Brett Smith for redOrbit.com – Your Universe Online
A new international poll from the National Sleep Foundation (NSF) found stark differences in sleeping habits among residents of the United States, Canada, Mexico, the United Kingdom, Germany and Japan for people between the ages of 25 and 55 years old.
While the Americans and Japanese in the study reported having the least amount of sleep during the week on average, Canadians and Mexicans reported the most, at just over seven hours per weeknight.
“As the first international public opinion poll on sleep, the National Sleep Foundation 2013 Bedroom Poll makes an important contribution to the field,” said Namni Goel, an associate professor of psychology at the University of Pennsylvania and a member of the NSF 2013 International Bedroom Poll expert panel.
“Although we know that everyone sleeps, the rather remarkable cultural differences within this universal experience have not been adequately explored. It is NSF’s hope that this initial poll will inspire more research on this critical yet understudied topic.”
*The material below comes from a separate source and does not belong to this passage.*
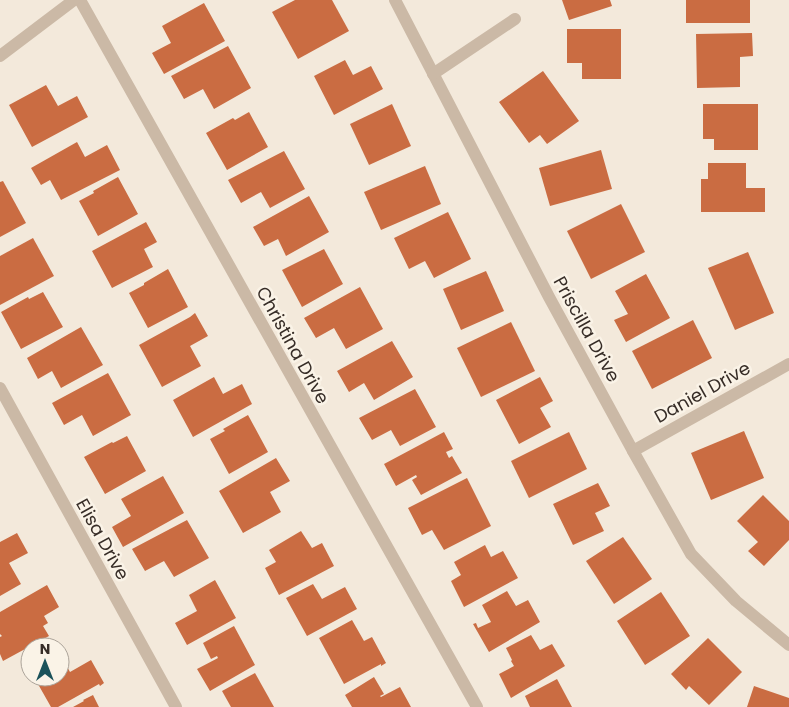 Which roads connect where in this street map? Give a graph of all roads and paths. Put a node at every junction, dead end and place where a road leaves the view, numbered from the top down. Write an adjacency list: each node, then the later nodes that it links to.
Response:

The survey suggested that most people around the world – from the western Pacific to North America to Europe – are not getting enough sleep. Less than one-half of people in Mexico, the United States, Canada, the United Kingdom and Germany report getting a good night’s sleep every night or almost every night on weeknights. Just over half of Japanese participants, 54 percent, said they consistently get a good night’s sleep.
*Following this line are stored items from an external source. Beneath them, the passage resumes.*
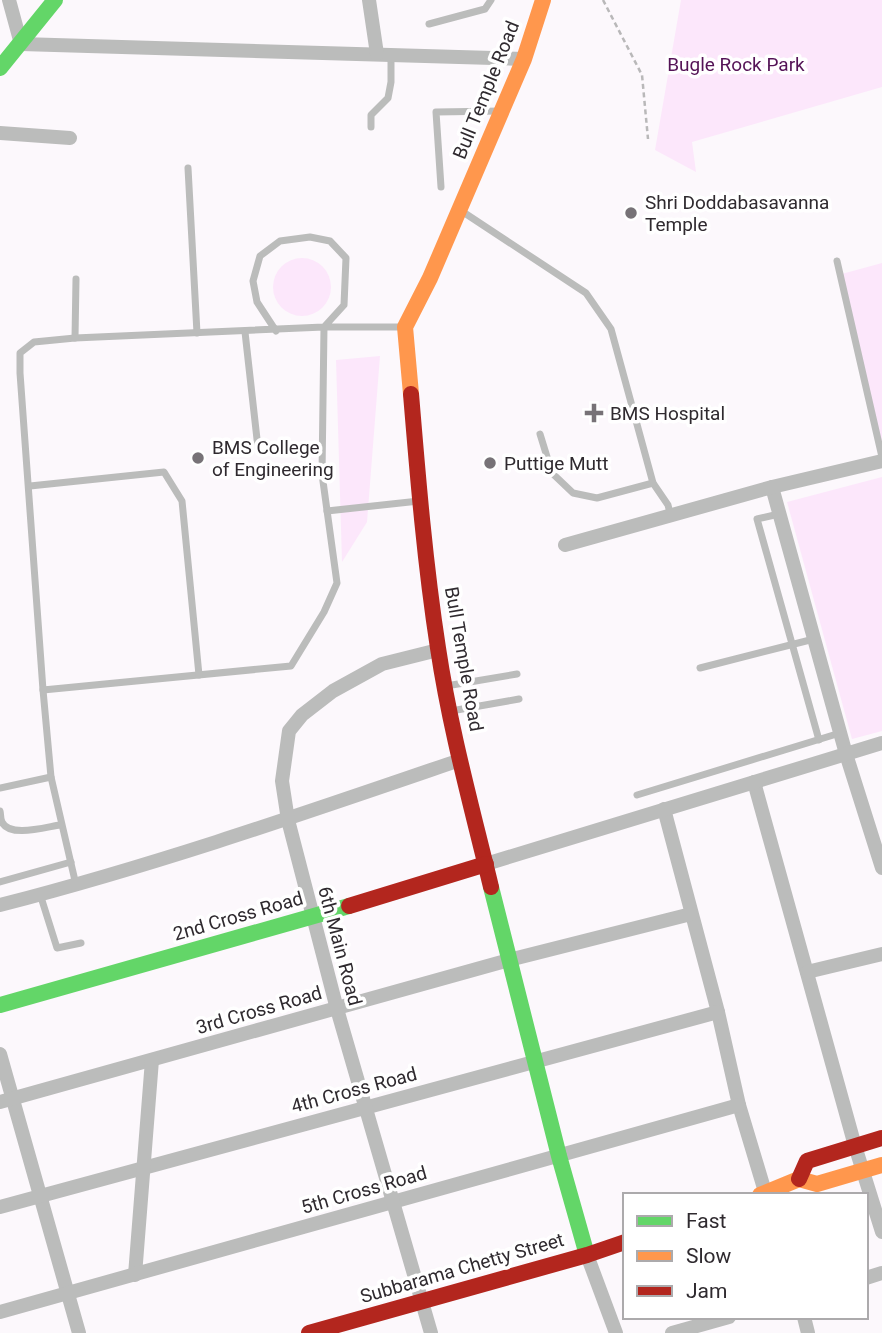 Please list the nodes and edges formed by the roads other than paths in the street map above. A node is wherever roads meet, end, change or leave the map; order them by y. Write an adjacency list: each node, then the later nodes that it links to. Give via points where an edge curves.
1 (9, 0): 6 (street)
2 (55, 0): 8 (street)
3 (369, 0): 9 (street)
4 (491, 0): 7 (lane, via 485,9)
5 (544, 0): 10 (street, Bull Temple Road)
6 (7, 21): 8 (street)
7 (429, 24)
8 (21, 44): 9 (street); 11 (street)
9 (384, 54): 10 (street); 13 (lane, via 391,82 388,97 371,115)
10 (524, 60): 12 (street, Bull Temple Road)
11 (0, 68)
12 (502, 111): 17 (lane, via 436,112); 18 (street, Bull Temple Road)
13 (371, 127)
14 (0, 133): 15 (street)
15 (69, 138)
16 (188, 168): 25 (lane)
17 (441, 187)
18 (459, 210): 22 (street, Bull Temple Road); 30 (lane, via 586,293 611,329)
19 (836, 261): 29 (lane)
20 (76, 279): 26 (lane)
21 (324, 327): 22 (lane); 23 (lane); 23 (lane, via 344,305 346,258 330,241 310,237 280,241 260,256 253,281 257,302); 34 (lane, via 322,474)
22 (405, 327): 33 (street, Bull Temple Road)
23 (276, 331): 24 (lane)
24 (245, 332): 25 (lane); 28 (lane)
25 (197, 333): 26 (lane)
26 (75, 338): 31 (lane, via 34,342 20,353)
27 (540, 434): 30 (lane, via 552,473 573,493 597,498)
28 (258, 448)
29 (882, 459): 32 (street)
30 (653, 483): 36 (lane)
31 (30, 486): 43 (lane, via 164,472 183,501); 45 (lane)
32 (772, 487): 35 (street); 36 (street)
33 (420, 501): 34 (lane); 40 (street, Bull Temple Road)
34 (327, 511): 43 (lane, via 337,583 292,666)
35 (779, 513): 38 (street); 39 (lane, via 757,519)
36 (671, 517): 37 (street)
37 (565, 545)
38 (815, 639): 39 (lane); 48 (street)
39 (792, 645): 41 (lane); 49 (lane)
40 (438, 650): 44 (street, Bull Temple Road); 59 (street, 6th Main Road, via 382,664 333,691 302,715 289,731 282,781)
41 (699, 668)
42 (517, 674): 44 (lane)
43 (198, 675): 45 (lane)
44 (445, 686): 47 (street, Bull Temple Road)
45 (43, 690): 53 (lane)
46 (519, 699): 47 (lane)
47 (450, 711): 52 (street, Bull Temple Road)
48 (841, 733): 49 (lane); 51 (street)
49 (819, 740): 56 (lane)
50 (882, 743): 51 (street)
51 (846, 754): 54 (street); 63 (street)
52 (460, 760): 59 (street); 62 (street, Bull Temple Road)
53 (51, 777): 55 (lane); 60 (lane)
54 (754, 782): 57 (street); 73 (street)
55 (0, 788)
56 (637, 796)
57 (664, 809): 62 (street); 68 (street)
58 (0, 811): 60 (lane, via 9,829)
59 (288, 820): 65 (street); 69 (street, 6th Main Road)
60 (60, 825): 61 (lane)
61 (71, 862): 64 (lane); 65 (lane)
62 (486, 864): 69 (street, 2nd Cross Road); 72 (street, Bull Temple Road)
63 (882, 868)
64 (0, 882)
65 (76, 886): 66 (street)
66 (40, 894): 67 (street); 70 (lane, via 57,948)
67 (0, 905)
68 (691, 914): 72 (street, 3rd Cross Road); 76 (street)
69 (312, 917): 74 (street, 2nd Cross Road); 75 (street, 6th Main Road)
70 (81, 943)
71 (882, 954): 73 (street)
72 (509, 960): 75 (street, 3rd Cross Road); 79 (street, Bull Temple Road)
73 (807, 972): 84 (street)
74 (0, 1005)
75 (337, 1009): 78 (street, 3rd Cross Road); 82 (street, 6th Main Road)
76 (718, 1012): 79 (street, 4th Cross Road); 81 (street)
77 (0, 1054): 80 (street)
78 (152, 1060): 80 (street, 3rd Cross Road); 87 (street)
79 (535, 1061): 82 (street, 4th Cross Road); 85 (street, Bull Temple Road)
80 (6, 1100): 92 (street)
81 (739, 1105): 85 (street, 5th Cross Road); 90 (street)
82 (364, 1106): 87 (street, 4th Cross Road); 93 (street, 6th Main Road)
83 (882, 1138): 84 (street)
84 (855, 1146): 88 (street); 89 (street, via 807,1161)
85 (559, 1156): 93 (street, 5th Cross Road); 97 (street, Bull Temple Road)
86 (882, 1164): 88 (street)
87 (142, 1169): 92 (street, 4th Cross Road); 98 (street)
88 (863, 1170): 89 (street, via 817,1184); 95 (street)
89 (799, 1179): 91 (street)
90 (764, 1193)
91 (766, 1193)
92 (39, 1198): 94 (street, 4th Cross Road); 99 (street)
93 (394, 1202): 98 (street, 5th Cross Road); 100 (street, 6th Main Road)
94 (0, 1207)
95 (882, 1232)
96 (623, 1243): 97 (street, Subbarama Chetty Street)
97 (587, 1255): 100 (street, Subbarama Chetty Street); 106 (street, Bull Temple Road)
98 (135, 1275): 99 (street, 5th Cross Road)
99 (69, 1293): 101 (street, 5th Cross Road); 103 (street)
100 (422, 1301): 104 (street, Subbarama Chetty Street); 105 (street, 6th Main Road)
101 (0, 1312)
102 (722, 1319): 107 (street)
103 (79, 1333)
104 (309, 1333)
105 (430, 1333)
106 (617, 1333)
107 (672, 1333)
When participants were asked if they rarely or never get a good night’s sleep during the week, the results were more worrisome – with about one-fourth of those in the UK, US or Canada admitting they rarely or never do. About one-in-ten Mexicans said they rarely or never get a good night’s sleep during the week.
“It is important to look at cultural differences in sleep, and not always to assume a U.S. focus,” said Jan Born, a professor of behavioral neuroscience at the University of Tübingen, Germany and a member of the NSF panel. “Sleep is deeply inter-connected with health and performance, but it is often overlooked by researchers. This poll shows intriguing cultural variations on how we tackle this nightly, biological ritual.”
“This groundbreaking poll suggests that chronic sleep deprivation is a significant global health problem,” added panel member Russell Rosenberg, a director at NeuroTrials Research and former NSF chairman. “The National Sleep Foundation International Bedroom Poll compels us to conduct more research and devise unique solutions to get everyone to take sleep seriously. Relax, turn off the mobile phone and TV, and create a more pleasant bed time routine. Setting the stage for good sleep can change your life.”
Most survey participants said the smell of their bedroom has a major role in making them feel relaxed at bedtime. Seventy-eight percent or more of all participants said a pleasant bedroom smell makes them feel more relaxed. A majority of all participants said they take steps to give their bedroom a pleasant smell.
“Studies have shown that scent plays a powerful role in relaxation and memory-building,” said David Cloud, National Sleep Foundation CEO. “Having a pleasant scent and a relaxing bedroom routine can contribute to a good night’s sleep. No matter what your nationality, you will spend about a third of your life in bed. Fresh air and a pleasant scent are great ways to improve your sleep experience.”